TASK DESCRIPTION
Would you count the lines in the material below that include the string "Cottage"? Only the number is needed.

GIVEN DATA

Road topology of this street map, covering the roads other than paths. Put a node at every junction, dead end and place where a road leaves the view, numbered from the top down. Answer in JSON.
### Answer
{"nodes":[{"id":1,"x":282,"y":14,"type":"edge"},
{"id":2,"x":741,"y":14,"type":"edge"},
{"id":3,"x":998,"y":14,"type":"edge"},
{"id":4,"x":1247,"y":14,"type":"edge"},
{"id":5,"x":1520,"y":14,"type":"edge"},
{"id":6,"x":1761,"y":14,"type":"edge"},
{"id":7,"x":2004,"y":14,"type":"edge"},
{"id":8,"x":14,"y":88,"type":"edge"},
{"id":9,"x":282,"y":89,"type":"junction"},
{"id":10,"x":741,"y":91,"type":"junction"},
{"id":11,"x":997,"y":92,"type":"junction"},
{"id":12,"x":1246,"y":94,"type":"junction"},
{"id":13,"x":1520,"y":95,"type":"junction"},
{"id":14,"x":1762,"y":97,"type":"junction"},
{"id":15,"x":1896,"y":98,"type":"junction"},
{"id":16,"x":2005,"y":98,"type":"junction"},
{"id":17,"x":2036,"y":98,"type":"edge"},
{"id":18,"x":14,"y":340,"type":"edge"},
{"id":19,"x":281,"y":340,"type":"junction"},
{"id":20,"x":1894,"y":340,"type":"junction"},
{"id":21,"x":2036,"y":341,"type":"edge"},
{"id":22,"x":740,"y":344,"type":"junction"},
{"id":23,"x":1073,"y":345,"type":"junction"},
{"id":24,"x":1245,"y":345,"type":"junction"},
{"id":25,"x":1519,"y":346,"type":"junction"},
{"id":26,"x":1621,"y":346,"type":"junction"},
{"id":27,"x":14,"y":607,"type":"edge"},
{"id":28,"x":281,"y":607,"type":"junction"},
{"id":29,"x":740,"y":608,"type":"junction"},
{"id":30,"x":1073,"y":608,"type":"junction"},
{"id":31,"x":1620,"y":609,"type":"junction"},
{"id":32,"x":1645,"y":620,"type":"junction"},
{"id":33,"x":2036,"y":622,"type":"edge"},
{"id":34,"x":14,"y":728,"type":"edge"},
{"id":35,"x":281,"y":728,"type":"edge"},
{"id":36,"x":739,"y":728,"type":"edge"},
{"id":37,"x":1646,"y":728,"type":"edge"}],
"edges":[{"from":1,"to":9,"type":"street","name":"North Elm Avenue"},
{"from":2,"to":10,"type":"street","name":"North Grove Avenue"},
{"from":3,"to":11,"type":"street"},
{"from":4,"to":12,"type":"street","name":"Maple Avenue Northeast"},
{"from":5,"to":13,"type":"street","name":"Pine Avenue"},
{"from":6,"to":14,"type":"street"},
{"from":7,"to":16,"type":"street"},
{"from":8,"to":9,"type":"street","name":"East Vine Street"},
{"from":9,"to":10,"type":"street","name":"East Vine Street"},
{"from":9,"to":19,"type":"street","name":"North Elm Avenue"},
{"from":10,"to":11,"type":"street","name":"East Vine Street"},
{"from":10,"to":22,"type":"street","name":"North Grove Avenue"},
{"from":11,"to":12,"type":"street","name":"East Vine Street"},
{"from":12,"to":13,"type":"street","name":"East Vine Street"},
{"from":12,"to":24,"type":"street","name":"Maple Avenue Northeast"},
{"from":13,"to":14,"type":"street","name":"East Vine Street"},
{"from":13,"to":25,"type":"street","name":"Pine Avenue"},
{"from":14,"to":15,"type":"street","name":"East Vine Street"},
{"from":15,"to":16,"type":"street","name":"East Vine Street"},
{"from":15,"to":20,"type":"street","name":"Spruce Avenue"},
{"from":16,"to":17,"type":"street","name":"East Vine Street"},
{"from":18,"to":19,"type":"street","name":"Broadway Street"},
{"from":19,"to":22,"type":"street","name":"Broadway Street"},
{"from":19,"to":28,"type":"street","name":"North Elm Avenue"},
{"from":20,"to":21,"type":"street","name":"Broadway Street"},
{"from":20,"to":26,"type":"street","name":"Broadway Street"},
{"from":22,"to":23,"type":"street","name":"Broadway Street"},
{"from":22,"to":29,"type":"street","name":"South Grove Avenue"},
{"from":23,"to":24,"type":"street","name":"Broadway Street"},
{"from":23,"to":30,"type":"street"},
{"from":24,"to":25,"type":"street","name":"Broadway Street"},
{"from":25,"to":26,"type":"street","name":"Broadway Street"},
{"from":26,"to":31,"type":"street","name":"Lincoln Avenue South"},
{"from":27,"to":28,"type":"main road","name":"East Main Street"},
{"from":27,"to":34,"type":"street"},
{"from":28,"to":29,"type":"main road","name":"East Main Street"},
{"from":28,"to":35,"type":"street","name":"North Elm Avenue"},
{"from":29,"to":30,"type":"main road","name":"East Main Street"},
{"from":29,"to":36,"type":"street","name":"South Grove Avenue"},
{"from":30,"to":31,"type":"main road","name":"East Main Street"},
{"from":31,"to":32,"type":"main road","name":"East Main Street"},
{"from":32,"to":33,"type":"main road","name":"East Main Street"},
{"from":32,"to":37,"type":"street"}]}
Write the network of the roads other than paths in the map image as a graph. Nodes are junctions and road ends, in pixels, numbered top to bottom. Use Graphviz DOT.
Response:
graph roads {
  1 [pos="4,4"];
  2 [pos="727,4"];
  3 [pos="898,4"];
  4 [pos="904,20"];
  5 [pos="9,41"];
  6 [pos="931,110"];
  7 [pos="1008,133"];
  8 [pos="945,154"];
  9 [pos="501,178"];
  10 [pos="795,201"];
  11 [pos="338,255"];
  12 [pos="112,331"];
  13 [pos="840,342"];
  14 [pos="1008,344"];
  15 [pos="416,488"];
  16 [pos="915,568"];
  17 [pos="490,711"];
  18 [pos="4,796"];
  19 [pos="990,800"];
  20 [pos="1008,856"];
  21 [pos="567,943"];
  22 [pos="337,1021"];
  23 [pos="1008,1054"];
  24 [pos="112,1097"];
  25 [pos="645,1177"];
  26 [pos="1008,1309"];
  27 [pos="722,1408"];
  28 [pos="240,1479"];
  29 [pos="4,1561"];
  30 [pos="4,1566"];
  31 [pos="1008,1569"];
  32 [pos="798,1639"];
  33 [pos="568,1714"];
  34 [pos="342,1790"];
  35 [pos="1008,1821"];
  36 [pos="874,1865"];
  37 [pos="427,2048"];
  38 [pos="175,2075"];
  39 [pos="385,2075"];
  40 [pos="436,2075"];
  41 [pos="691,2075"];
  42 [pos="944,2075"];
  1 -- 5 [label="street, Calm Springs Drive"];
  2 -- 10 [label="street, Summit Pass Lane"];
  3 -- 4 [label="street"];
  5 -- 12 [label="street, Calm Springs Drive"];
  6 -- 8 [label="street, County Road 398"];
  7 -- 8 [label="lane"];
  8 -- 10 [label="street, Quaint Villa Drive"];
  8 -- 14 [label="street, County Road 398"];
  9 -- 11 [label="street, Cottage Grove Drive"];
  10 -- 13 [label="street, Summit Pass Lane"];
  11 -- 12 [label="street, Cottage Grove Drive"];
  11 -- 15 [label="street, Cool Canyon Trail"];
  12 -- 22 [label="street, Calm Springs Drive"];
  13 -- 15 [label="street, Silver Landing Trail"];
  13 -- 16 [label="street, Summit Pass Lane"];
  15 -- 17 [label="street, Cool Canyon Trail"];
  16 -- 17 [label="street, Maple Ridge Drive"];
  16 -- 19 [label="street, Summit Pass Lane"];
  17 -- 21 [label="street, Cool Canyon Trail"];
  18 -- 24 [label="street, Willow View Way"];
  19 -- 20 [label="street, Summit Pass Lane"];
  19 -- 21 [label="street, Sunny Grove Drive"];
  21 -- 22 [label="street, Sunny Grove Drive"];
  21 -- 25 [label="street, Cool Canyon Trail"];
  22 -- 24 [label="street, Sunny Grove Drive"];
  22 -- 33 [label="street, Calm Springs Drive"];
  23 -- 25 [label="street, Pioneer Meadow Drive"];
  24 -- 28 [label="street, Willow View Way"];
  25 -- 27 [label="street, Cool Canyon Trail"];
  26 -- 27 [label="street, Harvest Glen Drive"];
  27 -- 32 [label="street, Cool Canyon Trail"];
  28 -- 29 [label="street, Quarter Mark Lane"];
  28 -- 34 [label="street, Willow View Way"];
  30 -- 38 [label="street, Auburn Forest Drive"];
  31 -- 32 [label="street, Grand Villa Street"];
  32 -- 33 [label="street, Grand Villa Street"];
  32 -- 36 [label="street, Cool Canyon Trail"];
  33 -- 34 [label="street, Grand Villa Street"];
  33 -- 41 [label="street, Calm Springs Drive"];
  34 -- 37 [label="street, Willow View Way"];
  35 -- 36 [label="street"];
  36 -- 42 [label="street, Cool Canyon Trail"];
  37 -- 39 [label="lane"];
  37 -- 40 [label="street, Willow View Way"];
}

RESPONSE BOX
2